South of Hammond via Indianapolis Blvd (_US 41 South_) down to US 30.  Turn left (_toward your home state_) and go 1 block past the first stoplight (_less than 1/2 mile from the US41/US30 intersection?_).  Its on the south side of the street.  Corner of Sunset and Lincoln Hwy (US30).

I expect it to be open mid-late January.


----------



## DaveNay

Melensdad said:


> Turn left (_toward your home state_)


----------



## snow dog

10 % off for ff members ?


----------



## Melensdad

DaveNay said:


>



Illinois is a liberal state


----------



## DaveNay

snow dog said:


> *100%* off for ff members ?



There...I fixed it for you.


----------



## Melensdad

It is a left turn for you to get to Illinois from every state except California 





snow dog said:


> 10 % off for ff members ?


Heck if you show up from Idaho I'll buy you a cigar.


----------



## DaveNay

Hope the apartment dwellers upstairs enjoy cigars!


----------



## Melensdad

DaveNay said:


> Hope the apartment dwellers upstairs enjoy cigars!


They pound on the floor whenever we run the power tools.  We just shut their heat off and pretend we know nothing


----------



## Cowboy

Very impresive craftsmanship in your new lounge MD . Thanks for sharing , looking forward to the progress pics


----------



## muleman RIP

Are you putting in a controlled humidity system for the whole place or just the humidor? Looks like a lot of work in the humidor room.


----------



## Melensdad

muleman said:


> Are you putting in a controlled humidity system for the whole place or just the humidor?
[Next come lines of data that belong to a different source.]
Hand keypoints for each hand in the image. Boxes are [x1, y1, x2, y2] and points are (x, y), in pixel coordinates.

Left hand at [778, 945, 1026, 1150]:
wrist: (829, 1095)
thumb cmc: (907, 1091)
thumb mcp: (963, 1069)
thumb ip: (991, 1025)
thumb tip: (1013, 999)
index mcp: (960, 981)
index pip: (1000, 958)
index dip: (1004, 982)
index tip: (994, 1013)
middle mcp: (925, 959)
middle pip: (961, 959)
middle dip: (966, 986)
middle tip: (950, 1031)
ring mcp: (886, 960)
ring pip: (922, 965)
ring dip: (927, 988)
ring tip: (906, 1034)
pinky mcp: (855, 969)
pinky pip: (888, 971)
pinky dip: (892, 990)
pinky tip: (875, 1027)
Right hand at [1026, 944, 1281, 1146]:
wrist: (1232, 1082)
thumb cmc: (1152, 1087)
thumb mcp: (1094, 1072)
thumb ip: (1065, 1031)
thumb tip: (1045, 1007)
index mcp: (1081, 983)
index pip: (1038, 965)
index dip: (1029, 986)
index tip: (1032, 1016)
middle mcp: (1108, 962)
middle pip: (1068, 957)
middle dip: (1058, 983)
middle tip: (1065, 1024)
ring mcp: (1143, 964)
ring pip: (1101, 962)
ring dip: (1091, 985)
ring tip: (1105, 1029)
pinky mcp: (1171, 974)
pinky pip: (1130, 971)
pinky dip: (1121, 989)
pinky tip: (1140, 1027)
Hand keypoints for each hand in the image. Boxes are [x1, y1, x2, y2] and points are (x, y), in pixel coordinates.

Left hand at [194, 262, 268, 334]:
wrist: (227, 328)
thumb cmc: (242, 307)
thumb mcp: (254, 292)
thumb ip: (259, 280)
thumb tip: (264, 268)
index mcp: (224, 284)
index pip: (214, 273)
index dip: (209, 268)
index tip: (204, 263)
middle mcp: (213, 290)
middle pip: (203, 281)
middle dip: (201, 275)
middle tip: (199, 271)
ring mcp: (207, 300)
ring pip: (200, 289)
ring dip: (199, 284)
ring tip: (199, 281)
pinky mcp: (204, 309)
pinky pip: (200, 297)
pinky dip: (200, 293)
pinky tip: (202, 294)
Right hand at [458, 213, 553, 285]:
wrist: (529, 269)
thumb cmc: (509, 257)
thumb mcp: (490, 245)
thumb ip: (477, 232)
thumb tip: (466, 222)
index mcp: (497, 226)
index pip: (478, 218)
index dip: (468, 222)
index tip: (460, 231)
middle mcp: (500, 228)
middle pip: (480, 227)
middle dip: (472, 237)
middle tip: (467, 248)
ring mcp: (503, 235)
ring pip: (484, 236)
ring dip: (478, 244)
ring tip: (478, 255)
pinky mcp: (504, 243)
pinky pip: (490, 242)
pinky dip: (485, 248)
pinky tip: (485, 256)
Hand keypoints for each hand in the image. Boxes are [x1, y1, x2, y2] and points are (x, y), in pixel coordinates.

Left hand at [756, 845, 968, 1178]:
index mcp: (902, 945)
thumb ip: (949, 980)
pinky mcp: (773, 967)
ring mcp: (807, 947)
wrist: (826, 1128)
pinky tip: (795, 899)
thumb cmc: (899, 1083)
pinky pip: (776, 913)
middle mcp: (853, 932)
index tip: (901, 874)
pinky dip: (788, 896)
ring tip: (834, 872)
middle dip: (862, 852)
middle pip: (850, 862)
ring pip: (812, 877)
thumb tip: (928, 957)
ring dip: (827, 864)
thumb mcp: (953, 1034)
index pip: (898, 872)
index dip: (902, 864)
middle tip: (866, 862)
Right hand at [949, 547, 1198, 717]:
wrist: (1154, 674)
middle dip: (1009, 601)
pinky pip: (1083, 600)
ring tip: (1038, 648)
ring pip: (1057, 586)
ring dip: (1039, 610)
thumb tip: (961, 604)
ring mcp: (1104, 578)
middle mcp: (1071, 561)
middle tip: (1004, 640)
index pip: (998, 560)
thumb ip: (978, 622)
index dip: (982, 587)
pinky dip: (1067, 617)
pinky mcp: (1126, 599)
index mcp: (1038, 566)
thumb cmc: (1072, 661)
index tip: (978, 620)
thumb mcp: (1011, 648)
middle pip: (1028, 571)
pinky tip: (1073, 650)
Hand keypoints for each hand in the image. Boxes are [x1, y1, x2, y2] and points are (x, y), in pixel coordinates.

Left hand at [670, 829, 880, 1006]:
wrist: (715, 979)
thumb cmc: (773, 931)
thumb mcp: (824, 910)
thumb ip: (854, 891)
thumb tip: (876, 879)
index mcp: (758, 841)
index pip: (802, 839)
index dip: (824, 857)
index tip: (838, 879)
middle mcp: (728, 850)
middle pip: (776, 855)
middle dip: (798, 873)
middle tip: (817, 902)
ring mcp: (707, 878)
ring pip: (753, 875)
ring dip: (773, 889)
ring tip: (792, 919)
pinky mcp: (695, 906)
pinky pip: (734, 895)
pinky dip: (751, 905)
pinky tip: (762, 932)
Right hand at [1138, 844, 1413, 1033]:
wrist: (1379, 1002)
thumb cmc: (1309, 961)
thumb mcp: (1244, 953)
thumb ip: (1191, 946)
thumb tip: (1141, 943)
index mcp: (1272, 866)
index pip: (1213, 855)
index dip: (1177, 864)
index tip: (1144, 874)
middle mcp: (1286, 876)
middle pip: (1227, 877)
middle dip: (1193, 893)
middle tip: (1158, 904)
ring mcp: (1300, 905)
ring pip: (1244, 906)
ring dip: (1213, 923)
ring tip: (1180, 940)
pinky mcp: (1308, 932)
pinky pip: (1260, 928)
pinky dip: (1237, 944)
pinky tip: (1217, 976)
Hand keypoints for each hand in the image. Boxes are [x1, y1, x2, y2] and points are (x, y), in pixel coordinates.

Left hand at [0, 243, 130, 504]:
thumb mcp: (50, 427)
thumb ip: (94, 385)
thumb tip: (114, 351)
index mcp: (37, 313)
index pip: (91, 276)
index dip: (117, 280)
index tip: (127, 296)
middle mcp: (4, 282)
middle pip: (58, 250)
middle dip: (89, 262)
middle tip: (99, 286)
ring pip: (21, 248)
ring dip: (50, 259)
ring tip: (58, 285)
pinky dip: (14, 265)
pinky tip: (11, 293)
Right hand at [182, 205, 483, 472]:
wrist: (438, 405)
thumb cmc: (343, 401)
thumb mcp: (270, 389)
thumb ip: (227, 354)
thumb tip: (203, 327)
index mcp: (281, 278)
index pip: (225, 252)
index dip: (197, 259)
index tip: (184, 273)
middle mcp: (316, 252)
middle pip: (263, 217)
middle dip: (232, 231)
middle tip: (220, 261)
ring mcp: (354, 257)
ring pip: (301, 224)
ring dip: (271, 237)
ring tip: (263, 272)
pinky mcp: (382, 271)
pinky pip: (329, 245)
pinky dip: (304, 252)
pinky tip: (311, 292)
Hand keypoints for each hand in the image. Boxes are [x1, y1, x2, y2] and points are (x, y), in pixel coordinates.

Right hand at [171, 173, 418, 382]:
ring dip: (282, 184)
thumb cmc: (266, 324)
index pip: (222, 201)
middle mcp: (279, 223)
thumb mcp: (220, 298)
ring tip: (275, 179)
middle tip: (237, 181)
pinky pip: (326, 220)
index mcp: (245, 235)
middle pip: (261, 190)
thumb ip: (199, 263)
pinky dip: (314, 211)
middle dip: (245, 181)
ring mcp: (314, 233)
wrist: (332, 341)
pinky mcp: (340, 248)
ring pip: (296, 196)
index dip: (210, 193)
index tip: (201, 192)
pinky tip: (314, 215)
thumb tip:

Looks like a lot of work in the humidor room.


The humidor room has its own climate control with dual humidifiers controlled by a single humidistat controller located in the corner away from the humidor's door.  We are hoping to get the glass windows installed today or tomorrow in the humidor, as soon as those are installed I'll put in the humidors and we'll begin to raise the humidity in that room, I want that stable and up to humidity for 1 full week before we put cigars in there.


----------



## bczoom

Nice!

How do you handle the smoke?  Do you have filters, fans...?


----------



## DaveNay

Melensdad said:


> The humidor room has its own climate control with dual humidifiers controlled by a single humidistat controller located in the corner away from the humidor's door.



I would have gone with fully redundant systems...dual humidistat also.


----------



## Melensdad

DaveNay said:


> I would have gone with fully redundant systems...dual humidistat also.



The problem with that is they are not accurate enough to syncronize so you end up with one humidifier running far more often than the other, this way both turn on/off at the same time.  I looked at several systems and this appears to be the most trouble free and keeps the room's humidity stable.  Perhaps if I was doing a larger room it might make sense, but even then I'd power multiple humidifiers, spaced apart, off each humidistat.


----------



## Melensdad

bczoom said:


> Nice!
> 
> How do you handle the smoke?  Do you have filters, fans...?


We are blowing it right outside the building and not filtering.  There are 4 exhaust fans cut into the exterior wall of the lounge that will simply blow the smoke right out of the building.  It will increase our heating/AC bills but its the best solution for getting rid of smoke that we could come up with.  Depending on the level of smoke we can turn on 0, 2 or 4 exhaust fans.


----------



## Cowboy

Melensdad said:


> We are blowing it right outside the building and not filtering. There are 4 exhaust fans cut into the exterior wall of the lounge that will simply blow the smoke right out of the building. It will increase our heating/AC bills but its the best solution for getting rid of smoke that we could come up with. Depending on the level of smoke we can turn on 0, 2 or 4 exhaust fans.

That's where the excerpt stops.